Research Seminar Series Archive

  • Jenna Hartel | Pictorial Metaphors for Information
    4/26/16
    The iSquare Research Program is an arts-informed, visual study in which people answer the question “What is information?” in the form of a compact line drawing, coined an “iSquare” (Hartel, 2014). Since 2011, more than 2,000 iSquares have been collected from diverse academic disciplines and from around the world. In this presentation, Dr. Jenna Hartel will provide an overview of the iSquare project and report recent insights into the pictorial metaphors associated with information.

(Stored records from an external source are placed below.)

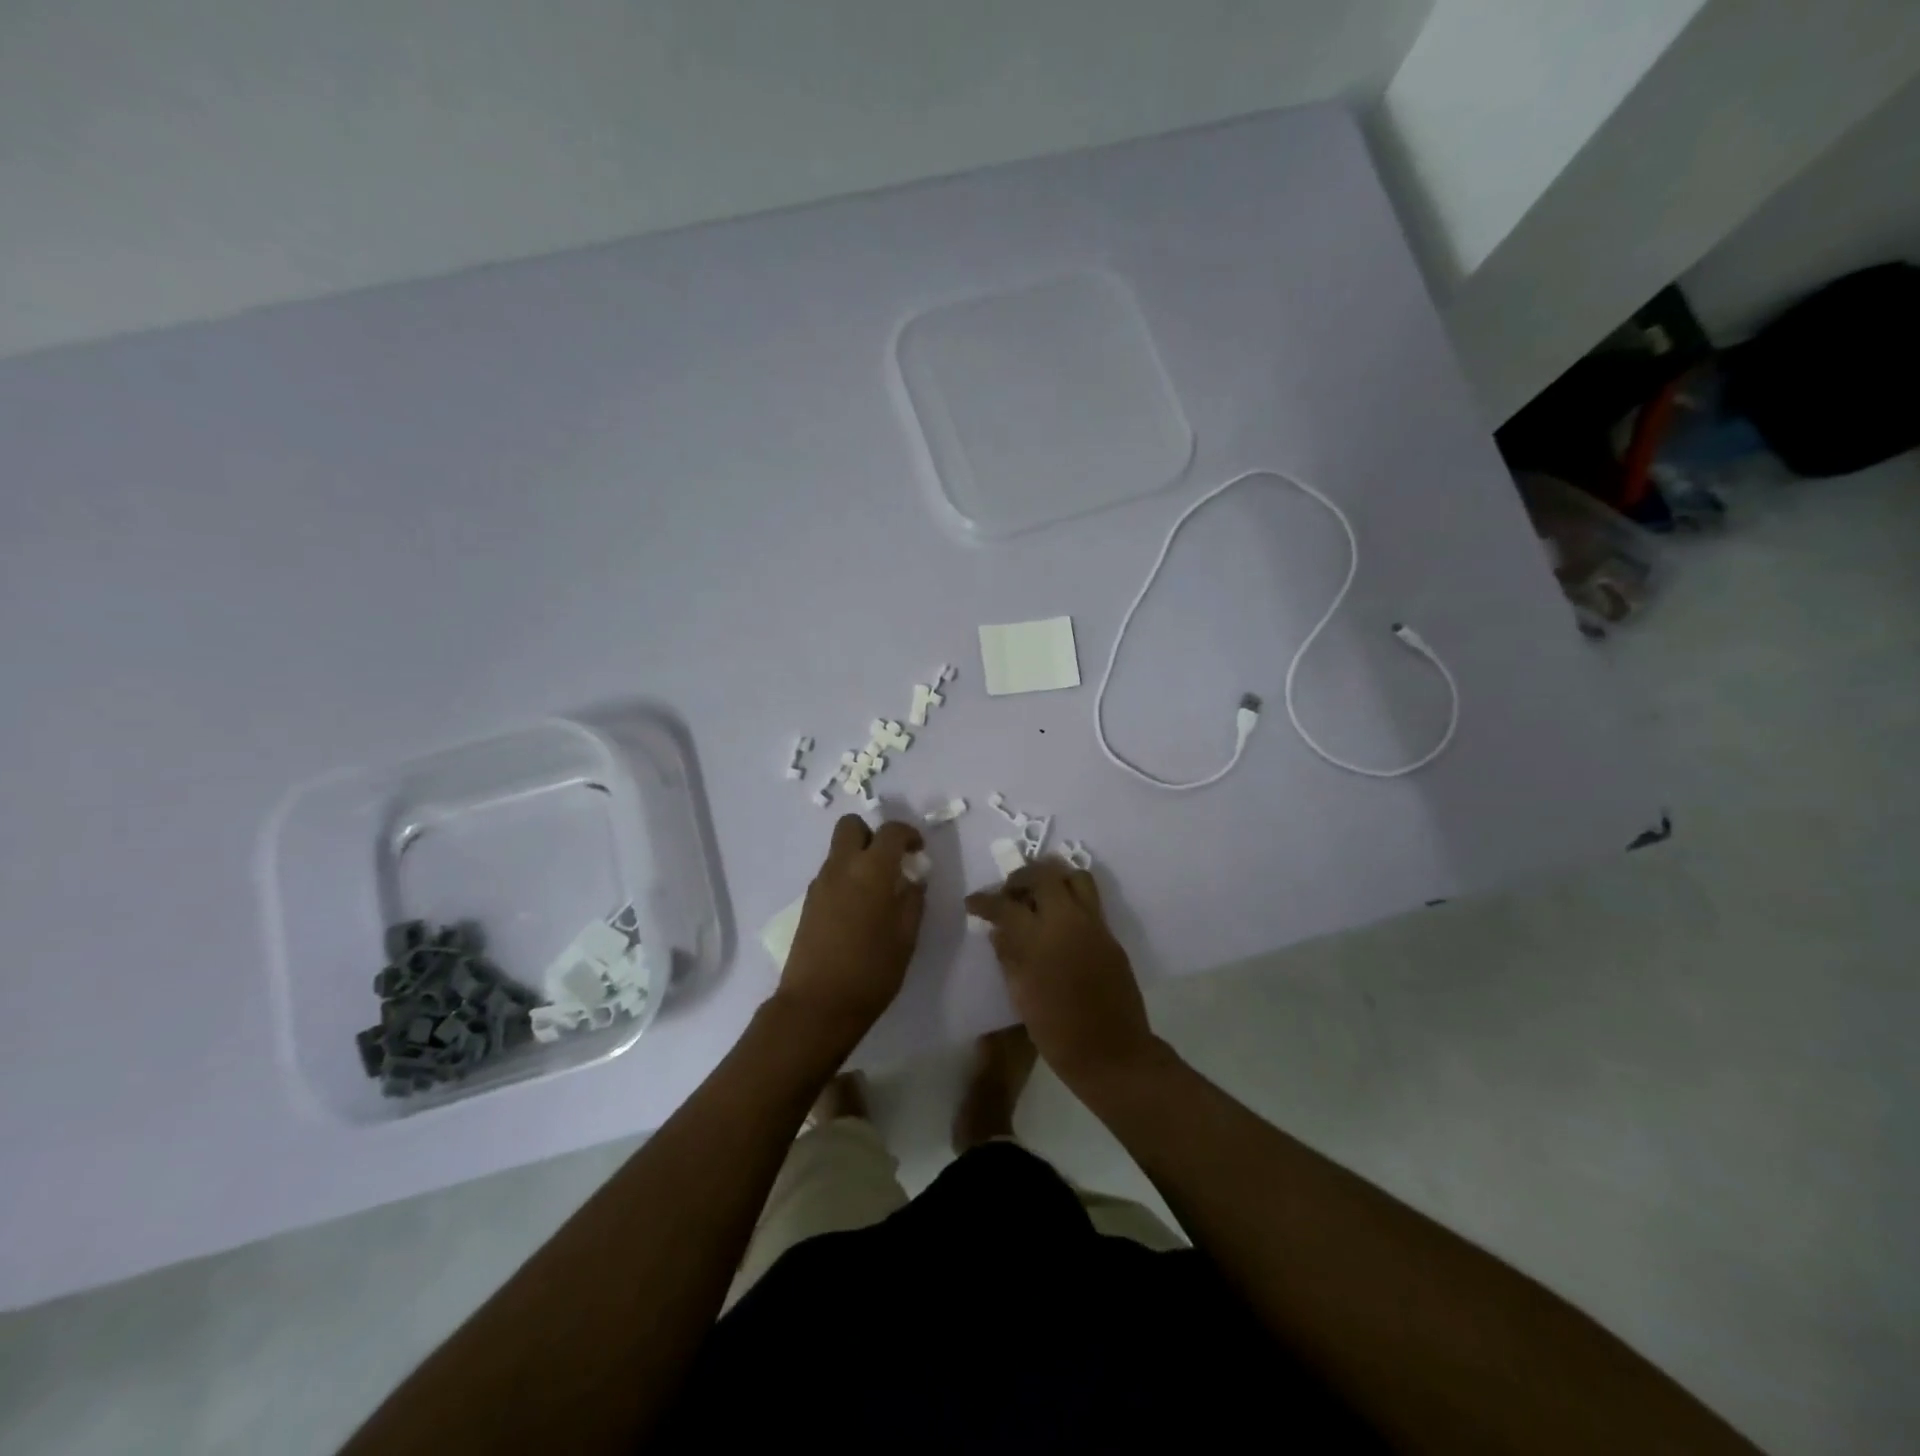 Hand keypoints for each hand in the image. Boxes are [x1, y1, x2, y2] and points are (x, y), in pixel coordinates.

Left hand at [779, 816, 925, 1043]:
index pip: (890, 831)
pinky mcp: (808, 903)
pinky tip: (858, 911)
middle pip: (851, 826)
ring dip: (858, 858)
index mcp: (871, 870)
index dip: (908, 834)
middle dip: (872, 835)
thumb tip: (913, 880)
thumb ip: (912, 901)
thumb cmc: (871, 971)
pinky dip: (846, 879)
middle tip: (890, 861)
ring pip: (838, 851)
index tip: (918, 851)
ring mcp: (820, 884)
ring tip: (877, 892)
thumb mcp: (906, 938)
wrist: (817, 1005)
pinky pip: (830, 875)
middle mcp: (841, 867)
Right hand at [964, 857, 1157, 1091]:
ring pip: (1075, 877)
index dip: (985, 901)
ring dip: (1052, 878)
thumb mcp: (1021, 996)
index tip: (973, 902)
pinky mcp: (1111, 936)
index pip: (1005, 905)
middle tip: (1009, 892)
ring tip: (1038, 896)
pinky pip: (1090, 901)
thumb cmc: (1058, 1033)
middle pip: (1044, 875)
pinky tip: (1059, 920)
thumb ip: (1008, 956)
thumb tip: (998, 931)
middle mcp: (1069, 922)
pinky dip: (1071, 898)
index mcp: (1040, 939)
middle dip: (1021, 877)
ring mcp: (1095, 925)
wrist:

  • Noa Aharony | Students’ Reading Preferences: An Exploratory Study
    3/23/16
    The e-book reader revolution is already here. The questions we asked ourselves were: What are the reading preferences of Information Science students of the second decade of the 21st century? How do different variables, such as relative advantage, comprehension, and learning strategies, affect students’ reading preferences? The research was conducted in Israel during the first semester of the 2015 academic year and encompassed 177 LIS students in an Information Science Department in Israel.
  • Marie Radford | I’ve Already Googled It and I Can’t Understand It: User’s Perceptions of Virtual Reference and Social Q and A
    3/3/16
    This presentation features results from the Cyber Synergy: Seeking Sustainability through Collaboration between Virtual Reference and Social Q&A Sites project funded by IMLS which investigated the possibility of new models to enable Virtual Reference Services (VRS) to remain viable despite today's tight budgets and increased need to share resources, improve referrals, and broaden collaboration.
  • Heather L. O’Brien | Evaluating Concepts, Evaluating Measures: The Case of User Engagement and the User Engagement Scale
    11/11/15
    Various methodological approaches are utilized in user engagement research, including self-report methods (e.g., questionnaires, verbal elicitations), neurophysiological methods (e.g., eye tracking, facial expressions), and observational methods of user behavior (e.g., mouse clicks, navigation patterns). Yet, seldom do we evaluate the methods and measures themselves. This talk will draw upon the User Engagement Scale (UES), a self-report measure developed by O’Brien, to focus on two intersecting and fundamental challenges: 1) How do we operationalize and measure multi-dimensional, complex, subjective concepts such as user engagement? and 2) How do we evaluate the robustness of such measures?
  • Archie Dick | Librarians and Readers in South Africa’s Liberation Struggle
    9/21/15
    It is more challenging to uncover how and why people read than what they read, or when and where they read. Times of political crisis and social change are productive contexts for examining these elusive features of reading, and South Africa during the apartheid era is a useful locale for investigating these features. In this paper, I analyse the roles of professional and non-professional librarians who sourced, circulated, hid and sometimes helped to produce banned reading materials, and who used their libraries as ‘safe’ spaces for readers to debate liberation strategies. I also explain how readers used these materials in clandestine reading networks. I conclude with a critical reflection on the range of methods I used to tell the stories of ordinary South Africans who confronted an authoritarian and racist regime.
  • Mary F. Cavanagh | That Twitter Thing: Meaning and Method behind Micro-Blogging in Public Libraries
    4/28/15
    Engagement and participation are key concepts framing a large part of the social media discourse across many research domains (Lutz, Hoffmann and Meckel 2014). As quasi-government agencies public libraries increasingly value Twitter as it provides a freely accessible, low-cost structure for improved engagement, relationship-building and communication with a wide spectrum of library followers. The Social-biblio.ca project, initiated in 2012, contributes to this work from the perspective of the public library organization.
  • Tayo Nagasawa | Building Collaboration between Faculty Members and Librarians in University Education
    2/24/15
    As part of the recent massive educational reform, colleges and universities have been training students as active and lifelong learners, and becoming publicly accountable for their performance. In this context, college and university libraries have also been asked to approach their institutions about how they can contribute to these reforms. Building collaboration between faculty members and librarians is one of the main issues in making these contributions. This presentation will explore librarians’ strategies to promote collaboration with faculty members, and intervening conditions inside libraries, and in the university community, based on qualitative case studies of good practices.